This week
marked the 50th anniversary of the declaration of the Sovereign State of
Biafra and one or more questions still linger. I will not delve into
the more contentious questions, but for the sake of improving the
relationship between the Igbo and their Yoruba neighbors, let me touch
on one or two areas where, if the truth is brought to the fore, the
relationship between omo Oduduwa and Ndi'Igbo could be improved.
Firstly, why
do Ndi'Igbo still believe the false stereotype that the omo Oduduwa
(Yoruba) are cowards? This is simply not true and the facts do not
support this belief.
In the
history of Nigeria, only two men have returned to Nigeria to face almost
certain death even when they had the option of a very comfortable
political asylum abroad. Both of them are Yoruba. In 1985, General
Ibrahim Badamasi Babangida toppled the Buhari regime while Major General
Tunde Idiagbon (mixed Yoruba/Fulani) was at Mecca yet Idiagbon
returned.
In 1995,
Olusegun Obasanjo (pure Owu Yoruba) was accused of planning a coup by
the blood thirsty tyrant, Abacha (if you do not like that truthful
description of Abacha or if you believe that 'Abacha did not loot', you
can go and join him where he is) while he was away in Copenhagen. He
returned to face almost certain death.
What more example of bravery can there be than these two shining ones.
Furthermore,
there is the apocryphal example of Colonel Francis Adekunle Fajuyi who
chose to die with the Head of State, rather than abandon his guest,
which he was at liberty to do. I am hard pressed to believe that if it
was vice versa, Ironsi would have done the same for Fajuyi, but then
again, I may be wrong.
I admired
Colonel Chukwuemeka Odumegwu Ojukwu for his guts and stubborn
determination during the events leading up to and during the civil war,
but I was disappointed that he fled Biafra when the end came. I wish he
remained.
I also
admired the Right Honorable Nnamdi Azikiwe, but Chief Obafemi Awolowo
would NEVER have abandoned his people as Azikiwe did when he defected to
the federal side during the civil war.
Awolowo was
in prison because of his people and he could have been released had he
compromised his beliefs but he stoutly refused. That is courage not
cowardice.
I have been
in direct communication with General Yakubu Gowon whom I admire but he
did not return to Nigeria after he was accused of being behind the Dimka
coup.
All things
considered, Fajuyi, Obasanjo and Idiagbon are probably the bravest
Nigerians ever. They are (were in the cases of Fajuyi and Idiagbon)

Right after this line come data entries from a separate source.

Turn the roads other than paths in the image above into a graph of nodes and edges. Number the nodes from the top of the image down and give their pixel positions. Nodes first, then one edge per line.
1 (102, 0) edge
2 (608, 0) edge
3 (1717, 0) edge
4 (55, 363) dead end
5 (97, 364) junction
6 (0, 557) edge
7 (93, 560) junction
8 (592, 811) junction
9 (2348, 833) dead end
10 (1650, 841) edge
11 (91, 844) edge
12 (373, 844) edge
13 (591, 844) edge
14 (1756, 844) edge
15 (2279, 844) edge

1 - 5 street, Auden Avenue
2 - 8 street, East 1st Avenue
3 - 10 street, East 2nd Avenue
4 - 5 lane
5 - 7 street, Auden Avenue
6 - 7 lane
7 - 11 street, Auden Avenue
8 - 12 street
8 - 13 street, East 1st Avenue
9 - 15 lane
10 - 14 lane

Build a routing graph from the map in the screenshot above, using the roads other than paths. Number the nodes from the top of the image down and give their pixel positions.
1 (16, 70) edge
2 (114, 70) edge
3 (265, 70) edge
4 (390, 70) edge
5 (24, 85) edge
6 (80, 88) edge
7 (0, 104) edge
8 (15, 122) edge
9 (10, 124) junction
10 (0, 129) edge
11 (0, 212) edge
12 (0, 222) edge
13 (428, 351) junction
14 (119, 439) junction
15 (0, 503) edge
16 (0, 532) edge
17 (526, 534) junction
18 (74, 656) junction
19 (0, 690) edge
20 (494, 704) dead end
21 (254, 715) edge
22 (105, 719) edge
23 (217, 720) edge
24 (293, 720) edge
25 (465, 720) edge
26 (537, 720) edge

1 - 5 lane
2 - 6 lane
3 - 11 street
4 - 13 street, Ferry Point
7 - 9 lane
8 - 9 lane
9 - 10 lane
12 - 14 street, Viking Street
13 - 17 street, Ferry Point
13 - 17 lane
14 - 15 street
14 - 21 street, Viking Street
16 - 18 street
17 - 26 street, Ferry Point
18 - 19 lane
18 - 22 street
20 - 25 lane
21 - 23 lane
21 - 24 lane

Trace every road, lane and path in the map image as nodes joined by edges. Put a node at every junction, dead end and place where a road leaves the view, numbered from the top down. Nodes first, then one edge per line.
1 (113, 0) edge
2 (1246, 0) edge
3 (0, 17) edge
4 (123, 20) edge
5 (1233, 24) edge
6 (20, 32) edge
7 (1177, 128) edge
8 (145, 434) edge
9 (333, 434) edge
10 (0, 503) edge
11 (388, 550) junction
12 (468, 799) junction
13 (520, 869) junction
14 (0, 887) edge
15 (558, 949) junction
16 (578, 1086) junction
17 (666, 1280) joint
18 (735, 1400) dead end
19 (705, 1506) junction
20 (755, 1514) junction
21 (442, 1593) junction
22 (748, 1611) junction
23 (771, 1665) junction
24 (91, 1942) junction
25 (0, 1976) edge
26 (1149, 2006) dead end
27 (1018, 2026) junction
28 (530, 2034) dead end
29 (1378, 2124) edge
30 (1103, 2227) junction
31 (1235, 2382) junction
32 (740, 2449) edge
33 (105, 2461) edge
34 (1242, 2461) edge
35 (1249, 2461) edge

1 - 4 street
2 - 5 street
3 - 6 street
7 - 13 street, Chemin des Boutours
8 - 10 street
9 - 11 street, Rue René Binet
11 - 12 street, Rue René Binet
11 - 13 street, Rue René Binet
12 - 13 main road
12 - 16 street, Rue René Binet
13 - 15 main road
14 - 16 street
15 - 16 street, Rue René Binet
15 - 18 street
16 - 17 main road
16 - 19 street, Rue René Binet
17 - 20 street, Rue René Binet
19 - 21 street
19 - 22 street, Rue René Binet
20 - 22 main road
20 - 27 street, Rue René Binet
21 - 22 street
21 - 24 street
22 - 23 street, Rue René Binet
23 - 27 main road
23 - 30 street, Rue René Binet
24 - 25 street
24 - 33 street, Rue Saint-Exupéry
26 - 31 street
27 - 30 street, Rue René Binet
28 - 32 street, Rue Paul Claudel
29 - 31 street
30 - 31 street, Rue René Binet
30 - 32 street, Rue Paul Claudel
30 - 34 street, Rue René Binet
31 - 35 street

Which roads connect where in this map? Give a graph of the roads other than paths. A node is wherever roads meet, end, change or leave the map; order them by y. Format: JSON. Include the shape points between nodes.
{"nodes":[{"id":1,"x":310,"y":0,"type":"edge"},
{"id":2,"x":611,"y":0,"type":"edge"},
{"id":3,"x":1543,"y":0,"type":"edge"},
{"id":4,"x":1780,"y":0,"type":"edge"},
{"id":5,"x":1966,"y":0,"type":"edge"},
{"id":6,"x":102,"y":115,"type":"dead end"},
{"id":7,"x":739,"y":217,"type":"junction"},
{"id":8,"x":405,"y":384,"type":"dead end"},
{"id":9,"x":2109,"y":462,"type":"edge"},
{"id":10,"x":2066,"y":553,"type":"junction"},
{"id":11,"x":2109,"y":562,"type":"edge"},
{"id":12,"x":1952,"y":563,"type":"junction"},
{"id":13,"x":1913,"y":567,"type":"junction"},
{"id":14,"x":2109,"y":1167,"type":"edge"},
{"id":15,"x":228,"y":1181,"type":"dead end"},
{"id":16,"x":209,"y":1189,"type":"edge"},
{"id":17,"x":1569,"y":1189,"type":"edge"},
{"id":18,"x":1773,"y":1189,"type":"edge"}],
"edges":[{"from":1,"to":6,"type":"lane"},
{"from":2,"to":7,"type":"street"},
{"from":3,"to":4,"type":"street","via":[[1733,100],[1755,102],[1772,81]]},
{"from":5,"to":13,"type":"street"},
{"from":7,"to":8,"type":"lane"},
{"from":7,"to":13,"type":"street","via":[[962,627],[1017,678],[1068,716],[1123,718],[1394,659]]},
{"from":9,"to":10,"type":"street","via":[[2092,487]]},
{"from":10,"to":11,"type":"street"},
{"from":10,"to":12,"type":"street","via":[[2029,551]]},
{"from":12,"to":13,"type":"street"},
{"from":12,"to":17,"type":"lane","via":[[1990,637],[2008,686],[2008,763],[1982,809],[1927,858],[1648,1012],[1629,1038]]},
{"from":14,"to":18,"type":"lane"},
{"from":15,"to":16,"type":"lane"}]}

certainly braver than Murtala Ramat Mohammed, who was safely in London
waiting for Joe Garba and co to topple Gowon.
Even with the
sullying of his name as a Quisling in the pages of history, it is on
record that of all the first republic politicians that were killed in
the January 1966 coup, only Samuel Ladoke Akintola, the Premier of the
Western Region, put up a fight. He had a rifle and exchanged gunfire
with Captain Emmanuel Nwobosi and his men. Akintola, a civilian, injured
the trained soldiers and was only killed when his ammunition finished.
And even at that he did not cry or beg!
Ndi'Igbo may
do well to remember how Wole Soyinka, at great risk to himself, traveled
to Enugu during the height of the civil war crisis to persuade Ojukwu
against secession. Soyinka had nothing to gain. He did what he did as a
humanitarian in support of the Igbos, an act for which he was arrested
by the Gowon led Federal Military Government and thrown in jail for 26
months, 22 of which he spent in solitary confinement.
These facts
of history prove that the stereotype of Yorubas as cowards is false.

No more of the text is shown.